Of course, there is no place to hide for the Brexiters on this, although it will probably not stop many of them continuing to try to talk a good game on the trade front.

The benefits delivered by the new free trade deals agreed by the Conservatives post-Brexit with the likes of Australia and New Zealand are absolutely tiny, on the Tories’ own calculations.

The promised US trade deal never materialised. In any case, the benefits estimated by the Conservatives when they were in power from such an agreement were also absolutely trifling relative to what has been lost in terms of UK economic output from Brexit.

Sir Keir, for his part, continues to talk about making Brexit work, and did so again as he visited Brussels earlier this month. This is an incredible notion.

The Brexit damage was inevitable, and it has transpired exactly as envisaged.

Mr Johnson is clutching at straws as he continues to try to claim Brexit was a good thing.

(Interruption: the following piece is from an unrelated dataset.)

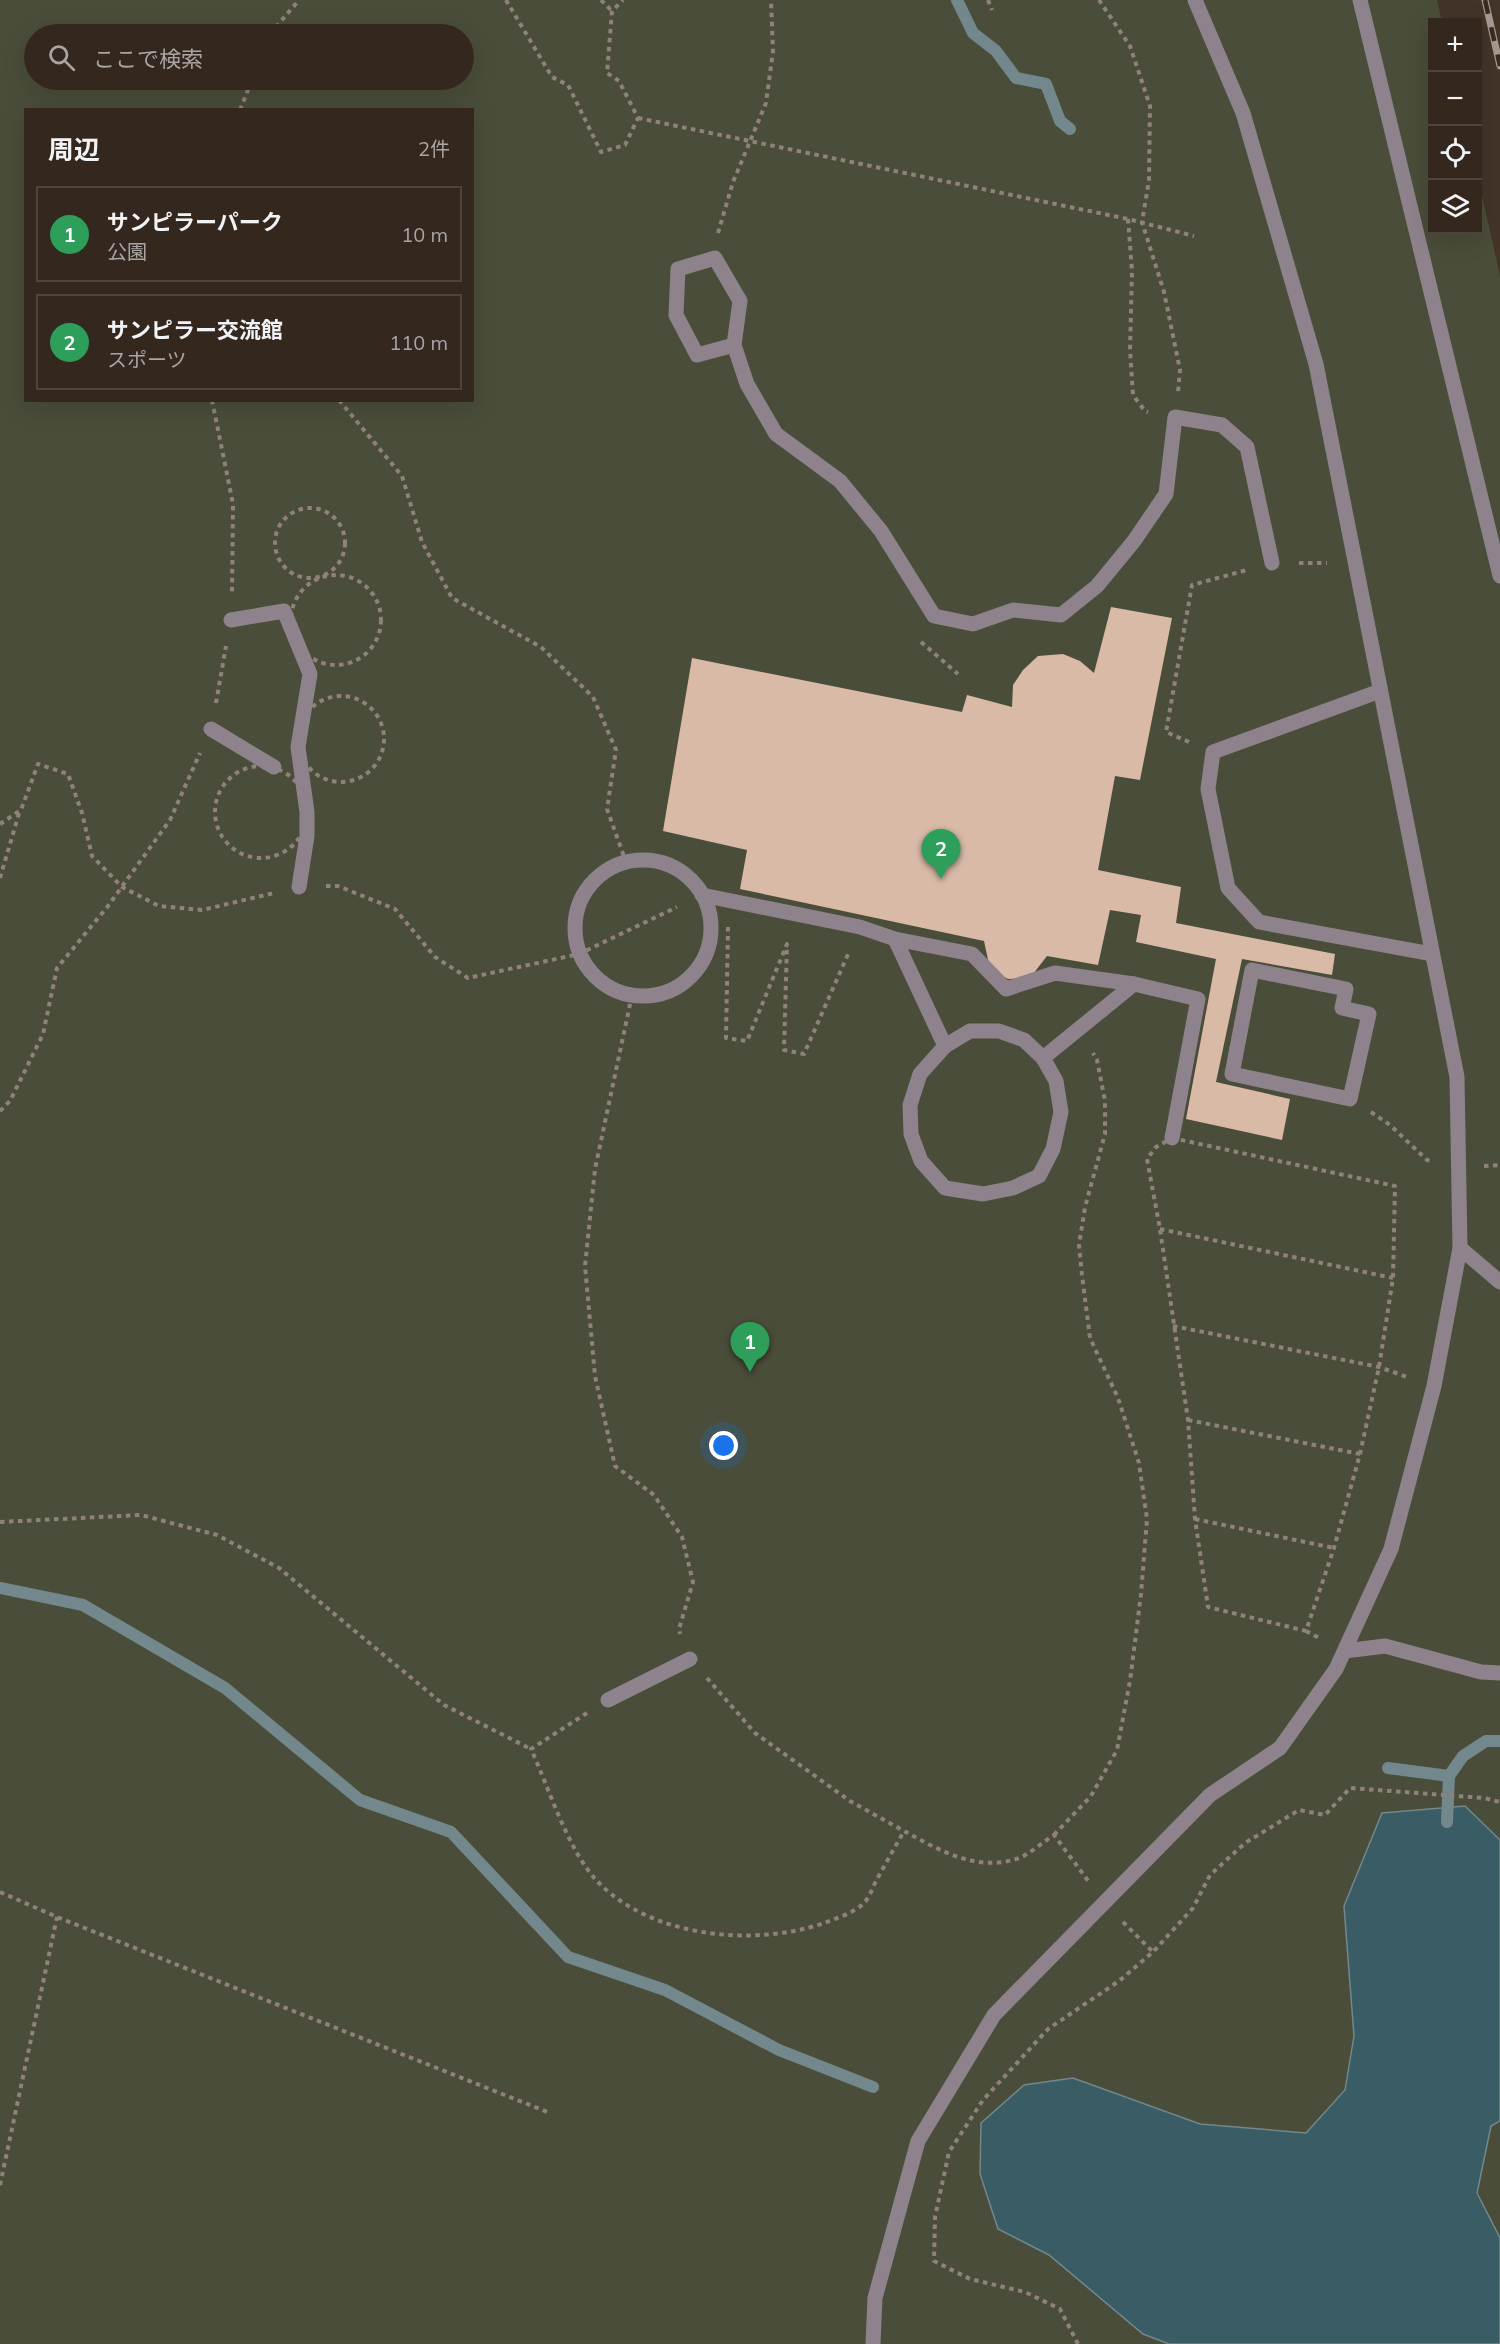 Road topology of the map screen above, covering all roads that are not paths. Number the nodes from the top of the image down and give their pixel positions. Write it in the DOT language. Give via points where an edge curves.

Yet Sir Keir declines to do anything significant to ameliorate the ongoing colossal damage.

He is warmer in tone to the EU than the Conservatives were, and this is better than being hostile, but this amounts to a hill of beans in terms of addressing the very large, real and continuing effects of Brexit.

Sir Keir wants to tinker around the edges of the Brexit agreement.

The Prime Minister is perhaps not “championing” Brexit, to use Mr Johnson’s own word. Maybe this is because he knows, deep down, the damage that Brexit is causing. He certainly argued vociferously enough against the folly when he was in opposition in late 2019.

However, we must make no mistake: Sir Keir has fully embraced the hard Brexit delivered by Mr Johnson, something which is greatly to the detriment of the UK economy and society.